→ Task
Transcribe exactly the line that contains "middle pip: (766, 188)" and every line after it to the end of the entries, and nothing more.

Extracted records
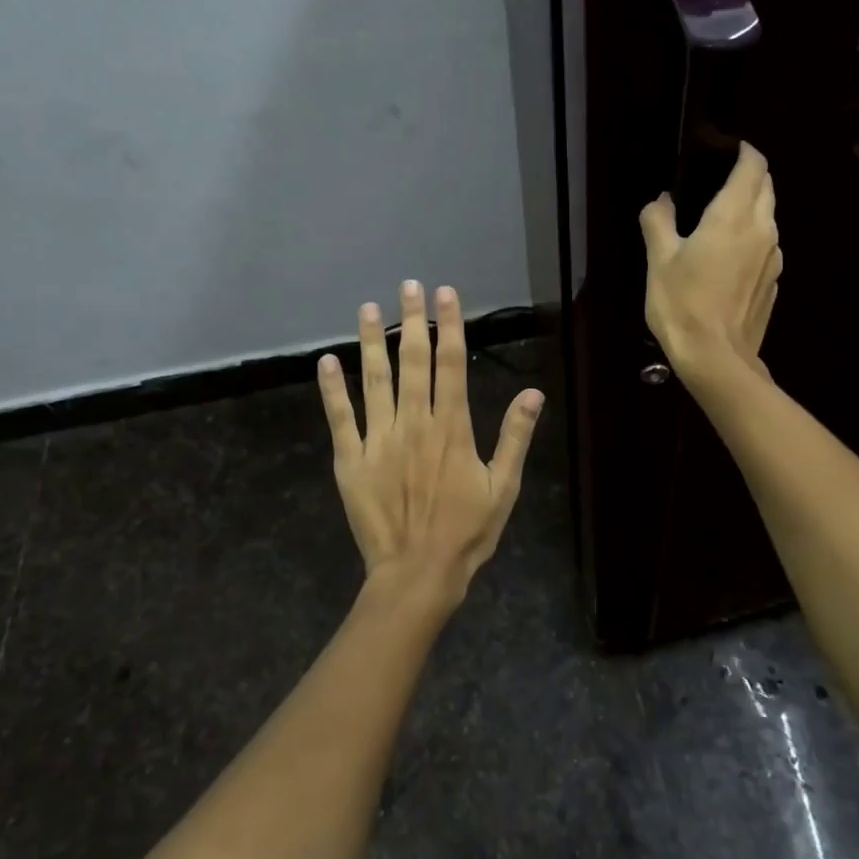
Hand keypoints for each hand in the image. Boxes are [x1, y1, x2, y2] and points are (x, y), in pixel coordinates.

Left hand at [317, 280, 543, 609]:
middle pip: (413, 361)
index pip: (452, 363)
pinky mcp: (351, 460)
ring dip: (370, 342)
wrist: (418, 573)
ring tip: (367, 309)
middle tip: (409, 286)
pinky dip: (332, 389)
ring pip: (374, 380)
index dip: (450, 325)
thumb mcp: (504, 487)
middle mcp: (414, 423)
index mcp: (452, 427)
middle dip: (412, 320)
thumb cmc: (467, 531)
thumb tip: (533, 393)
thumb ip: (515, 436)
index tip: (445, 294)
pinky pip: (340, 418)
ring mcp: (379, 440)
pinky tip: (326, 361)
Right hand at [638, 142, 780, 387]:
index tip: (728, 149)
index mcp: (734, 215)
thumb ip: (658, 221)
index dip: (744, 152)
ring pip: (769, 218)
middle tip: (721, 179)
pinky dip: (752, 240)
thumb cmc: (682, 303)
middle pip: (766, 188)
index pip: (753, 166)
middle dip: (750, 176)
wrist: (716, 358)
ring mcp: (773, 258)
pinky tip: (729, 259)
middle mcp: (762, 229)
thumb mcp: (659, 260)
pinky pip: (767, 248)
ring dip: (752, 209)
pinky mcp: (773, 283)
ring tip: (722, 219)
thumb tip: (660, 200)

→ Problem solution
middle pip: (766, 188)
index pip: (753, 166)
middle dip: (750, 176)
wrist: (716, 358)
ring mcp: (773, 258)
pinky tip: (729, 259)
middle mcp: (762, 229)
thumb mcp: (659, 260)
pinky pip: (767, 248)
ring dip: (752, 209)
pinky mcp: (773, 283)
ring tip: (722, 219)
thumb tip: (660, 200)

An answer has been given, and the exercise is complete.